47. Mr Mesterhazy gave an overview of the future activities of the Sub-Committee on East-West Economic Cooperation and Convergence. He gave a briefing on the Sub-Committee’s forthcoming visit to Astana, Kazakhstan in June, to be combined with a Rose-Roth Seminar. A proposed visit to Algeria in November, currently in the planning phase, was also expected to take place with the goal of engaging members of the Mediterranean and Middle East Special Group.
48. In presenting the report, Simon van Driel (NL) pointed to the continuous and rapid evolution of the global economic crisis and noted that the report was completed in April, just before the G-20 summit. He emphasize that the West now confronts the worst global economic crisis since the 1930s. He discussed the origins of the crisis in the United States, and pointed to several of the most important causes for it, namely poorly regulated financials system and the perpetuation of unsustainable spending patterns.
49. The Rapporteur stressed that these dramatic events will not only change forever our thinking about market economy, but also transform profoundly the way relations among states are structured. Mr van Driel noted, however, that there is no way to predict what kind of system will emerge from the ruins of the crisis. What he observed though is that no countries had been immune from its effects which, while they began in the United States, moved into Europe and are now devastating many economies in Central and Eastern Europe. It has even adversely affected more effectively regulated banking sectors such as Canada’s.
50. Finally, Mr van Driel outlined some of the important developments that had taken place since the publication of the report. He commended the G-20 summit for injecting funding into the IMF and the World Bank and giving more leeway to developing countries in international decision-making on the crisis. He encouraged further action on trade and a conclusion of the current Doha Round of WTO negotiations. One member welcomed the report’s conclusions that governments should take countryspecific measures to address the crisis, but at the same time coordinate efforts within a broader international framework.

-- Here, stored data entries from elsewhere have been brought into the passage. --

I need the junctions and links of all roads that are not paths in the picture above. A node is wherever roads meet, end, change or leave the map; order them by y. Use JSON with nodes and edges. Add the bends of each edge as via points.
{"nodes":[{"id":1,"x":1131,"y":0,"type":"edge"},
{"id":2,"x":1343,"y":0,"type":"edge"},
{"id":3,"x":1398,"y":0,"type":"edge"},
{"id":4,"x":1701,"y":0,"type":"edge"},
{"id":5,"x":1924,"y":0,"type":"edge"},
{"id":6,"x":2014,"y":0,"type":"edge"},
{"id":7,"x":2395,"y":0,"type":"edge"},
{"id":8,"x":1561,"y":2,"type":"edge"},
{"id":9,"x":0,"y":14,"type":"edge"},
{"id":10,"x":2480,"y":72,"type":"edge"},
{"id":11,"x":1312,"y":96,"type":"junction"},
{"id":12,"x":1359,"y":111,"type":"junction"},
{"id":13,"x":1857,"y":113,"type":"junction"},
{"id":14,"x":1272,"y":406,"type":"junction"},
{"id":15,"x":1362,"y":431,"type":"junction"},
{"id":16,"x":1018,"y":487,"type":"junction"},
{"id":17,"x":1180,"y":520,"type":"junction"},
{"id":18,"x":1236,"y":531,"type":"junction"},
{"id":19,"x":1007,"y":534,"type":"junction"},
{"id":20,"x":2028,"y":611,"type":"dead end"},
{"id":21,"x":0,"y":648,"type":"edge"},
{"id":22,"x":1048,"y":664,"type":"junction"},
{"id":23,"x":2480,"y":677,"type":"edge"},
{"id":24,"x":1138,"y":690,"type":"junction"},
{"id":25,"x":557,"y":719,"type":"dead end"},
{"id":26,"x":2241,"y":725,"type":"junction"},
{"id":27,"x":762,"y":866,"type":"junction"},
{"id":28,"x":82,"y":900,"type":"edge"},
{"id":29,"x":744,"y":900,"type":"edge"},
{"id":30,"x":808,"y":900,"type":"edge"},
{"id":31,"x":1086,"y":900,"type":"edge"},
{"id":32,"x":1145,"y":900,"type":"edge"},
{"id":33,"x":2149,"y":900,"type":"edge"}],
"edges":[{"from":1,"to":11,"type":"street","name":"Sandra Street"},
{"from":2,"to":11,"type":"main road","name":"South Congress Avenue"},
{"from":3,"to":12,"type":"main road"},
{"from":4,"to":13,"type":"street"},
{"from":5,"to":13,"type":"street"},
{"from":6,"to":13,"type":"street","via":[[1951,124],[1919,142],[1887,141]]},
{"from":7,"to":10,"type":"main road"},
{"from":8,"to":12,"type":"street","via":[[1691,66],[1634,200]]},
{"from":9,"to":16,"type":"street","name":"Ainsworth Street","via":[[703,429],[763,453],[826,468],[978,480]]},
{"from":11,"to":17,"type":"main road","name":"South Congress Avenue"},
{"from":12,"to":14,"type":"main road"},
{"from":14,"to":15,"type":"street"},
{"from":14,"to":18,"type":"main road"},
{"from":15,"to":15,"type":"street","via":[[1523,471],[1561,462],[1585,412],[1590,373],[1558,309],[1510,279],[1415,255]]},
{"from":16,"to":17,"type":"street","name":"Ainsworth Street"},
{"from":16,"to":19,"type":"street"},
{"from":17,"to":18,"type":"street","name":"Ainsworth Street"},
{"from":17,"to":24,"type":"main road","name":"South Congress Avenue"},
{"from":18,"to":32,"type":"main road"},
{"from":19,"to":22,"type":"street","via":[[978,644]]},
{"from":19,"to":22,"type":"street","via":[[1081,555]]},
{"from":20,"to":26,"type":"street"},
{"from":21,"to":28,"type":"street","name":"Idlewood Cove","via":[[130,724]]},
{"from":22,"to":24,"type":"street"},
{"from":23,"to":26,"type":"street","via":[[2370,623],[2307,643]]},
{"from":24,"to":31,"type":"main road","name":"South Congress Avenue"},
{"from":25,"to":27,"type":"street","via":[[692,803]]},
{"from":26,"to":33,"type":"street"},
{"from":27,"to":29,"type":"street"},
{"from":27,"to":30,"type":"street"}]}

51. A number of members expressed strong support for the report’s finding. Two members asked that the report strongly endorse the need for global supervision of banks and markets. Another commented that regulation by itself would not provide solutions and suggested a fundamental rethinking of the workings of the financial economy. The Rapporteur responded that it is unrealistic to demand a global supervision system which is also politically unpopular with most governments. He conceded that coordination should take place but suggested that the solution be sought in better, rather than more, regulation. One member lamented the lack of better simulation and prediction mechanisms to give reliable early warning indications of such impeding crisis. Mr van Driel agreed that there is a need to know more but noted that prediction is often difficult and political will is not always at hand to repair what does not yet appear broken.
52. Several members openly questioned the sustainability of the current approach to resolving the crisis which heavily relies on over-financing and over-liquidity, essentially key causes for the financial breakdown. An interesting discussion ensued on the issue of stimulus packages and the inability of many governments to convince their citizens of the necessity for state rescue of the economy. One member noted that had it not been for government intervention, world economy output would have declined by 9% with potentially catastrophic socio-political consequences.
53. The Chairman commended the Rapporteur and the Committee Director for their outstanding report and thanked participants for the excellent feedback. He closed the discussion by noting that given the gravity of the issue and the great interest in the topic, a follow-up report on the subject should be expected.